Unexspected Mysteries at Shegar



Shegar (Xêgar, Shelkar, New Tingri, Shekar) is a small town in Tibet. It is a military town and the hotels are about 8 km off the dzong and old town. As for some flooded roads we had to change our route and had the good luck to visit this fortress, which sees only a small number of tourists. The old town is intact, but in the valley are quite a lot of new buildings, which aren’t inhabited yet.
To get into the dzong you have to climb quite a lot of stairs at an altitude of about 4400 m (about 14,600 ft).

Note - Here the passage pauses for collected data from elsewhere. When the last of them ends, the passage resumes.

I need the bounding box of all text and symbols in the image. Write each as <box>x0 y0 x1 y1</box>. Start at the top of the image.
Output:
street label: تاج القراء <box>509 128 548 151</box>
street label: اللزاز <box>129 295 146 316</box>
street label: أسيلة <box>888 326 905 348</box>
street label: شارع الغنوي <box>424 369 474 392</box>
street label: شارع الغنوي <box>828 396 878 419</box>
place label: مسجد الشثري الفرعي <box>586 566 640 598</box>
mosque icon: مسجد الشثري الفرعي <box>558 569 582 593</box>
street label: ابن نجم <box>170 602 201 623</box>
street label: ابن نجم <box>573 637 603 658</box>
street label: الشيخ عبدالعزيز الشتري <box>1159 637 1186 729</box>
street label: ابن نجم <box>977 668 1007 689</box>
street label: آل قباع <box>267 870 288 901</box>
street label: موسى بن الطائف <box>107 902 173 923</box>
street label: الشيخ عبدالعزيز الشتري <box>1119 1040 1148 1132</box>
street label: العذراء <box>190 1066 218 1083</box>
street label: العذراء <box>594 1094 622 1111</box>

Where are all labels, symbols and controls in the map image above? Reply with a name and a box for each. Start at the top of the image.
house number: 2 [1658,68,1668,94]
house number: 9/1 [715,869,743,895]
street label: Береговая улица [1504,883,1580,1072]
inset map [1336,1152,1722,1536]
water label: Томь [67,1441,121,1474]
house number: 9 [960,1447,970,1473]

One could see the very old building reaching until the top of the mountain, which aren’t in use anymore. Inside we could see halls and new – a study room, where lectures for the monks are given. You could see the books they use, maybe they make excerpts.
In one of these rooms I could see the Tibetan horns (dungchen), which use a telescope technic to be smaller, when stored, as they are a couple of meters long, when played. These horns are made of metal, whereas alphorns are made out of wood and don’t use the telescopic technic. 



 Look across old town, river, and the new buildings





Older buildings on top

 

In the main yard of the dzong


Interior of a hall, where the monks gather




Desks with books and writing material 
and the lecturer's place



Tibetan horns (dungchen)






Thursday, August 16, 2018

Tibet Road Conditions


As I’ve already written, road conditions vary and get worse if you go west. Maintenance is on a high level, but weather conditions might suddenly lead to havoc. Some road are undermined by water and collapse, bridges are gone – and this might happen every during the monsoon season. Here are three examples from my recent travels to Tibet.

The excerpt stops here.